Safety, biodistribution, and dosimetry of 99mTc-HYNIC-annexin V, a novel human recombinant annexin V for human application.

99mTc-hydrazinonicotinamido (HYNIC)-annexin V is a novel tracer for in vivo imaging of apoptosis. The present study on humans was performed to investigate the safety of (99m)Tc-HYNIC-annexin V and to quantify the biodistribution and radiation dose. METHODS: Six healthy, male volunteers participated in the study. A dual-head gamma camera was used to acquire conjugate anterior and posterior views. Imaging started with a transmission scan using a (57)Co-flood source to obtain a map of the local thickness of the volunteer. Approximately 250 MBq of (99m)Tc-HYNIC-annexin V were injected intravenously, directly followed by a 30-min dynamic study. Whole-body scans were obtained at about 30 min, 3 h, 6 h, and 24 h after injection. Organ uptake was determined after correction for background, scatter, and attenuation. The MIRDOSE3.1 program was used to calculate organ-absorbed doses and effective dose. Signs of adverse effects were investigated by monitoring renal and liver function, hematology, blood coagulation, and vital signs (blood pressure, pulse, respiration rate, temperature, and electrocardiogram).
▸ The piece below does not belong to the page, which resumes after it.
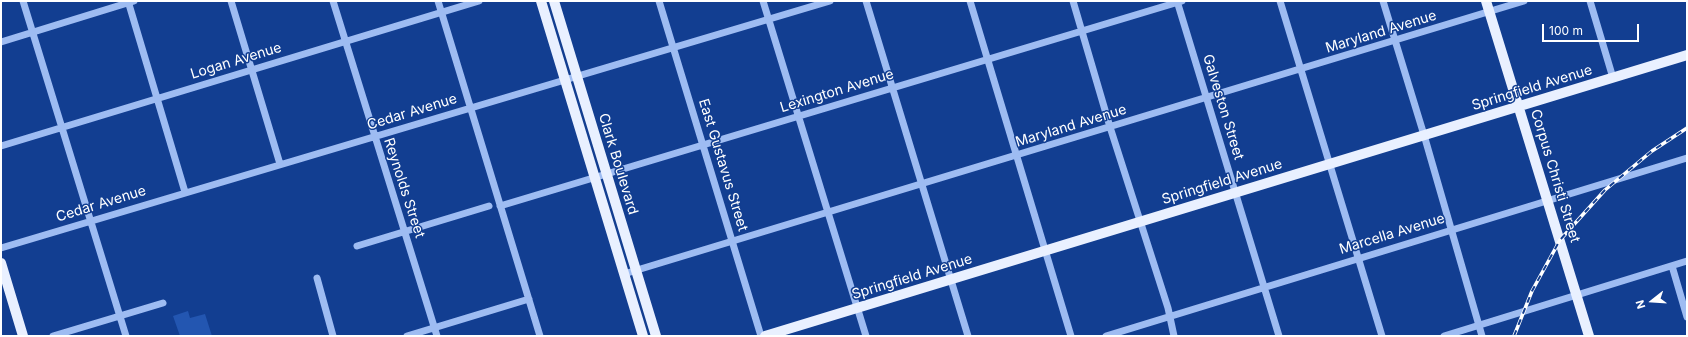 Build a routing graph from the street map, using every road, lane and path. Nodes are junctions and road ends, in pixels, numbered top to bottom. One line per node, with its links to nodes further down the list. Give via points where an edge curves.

RESULTS: The kidneys accumulated 49.7 +/- 8.1 percentage injected dose (%ID) at 3 h after injection; the liver, 13.1 +/- 1.0 %ID; the red marrow, 9.2 +/- 1.8 %ID; and the spleen, 4.6 +/- 1.6 %ID. More than 90% of the blood activity was cleared with a half-life of 24 +/- 3 min. The biologic half-life of the activity registered over the total body was long (69 +/- 7 h). Excretion of the activity was almost exclusively through the urine (22.5 +/- 3.5 %ID at 24 h), and hardly any activity was seen in the bowel or feces. Absorbed doses were found to be 196 +/- 31 micro Gy/MBq for the kidneys, 41 +/- 12 micro Gy/MBq for the spleen, 16.9 +/- 1.3 micro Gy/MBq for the liver, and 8.4 +/- 0.9 micro Gy/MBq for the red marrow. The effective dose was 11.0 +/- 0.8 micro Sv/MBq, or 2.8 +/- 0.2 mSv for the average injected activity of 250 MBq. No adverse effects were observed. CONCLUSION: (99m)Tc-HYNIC-annexin V is a safe radiopharmaceutical, having a favorable biodistribution for imaging of apoptosis in the abdominal as well as thoracic area with an acceptable radiation dose.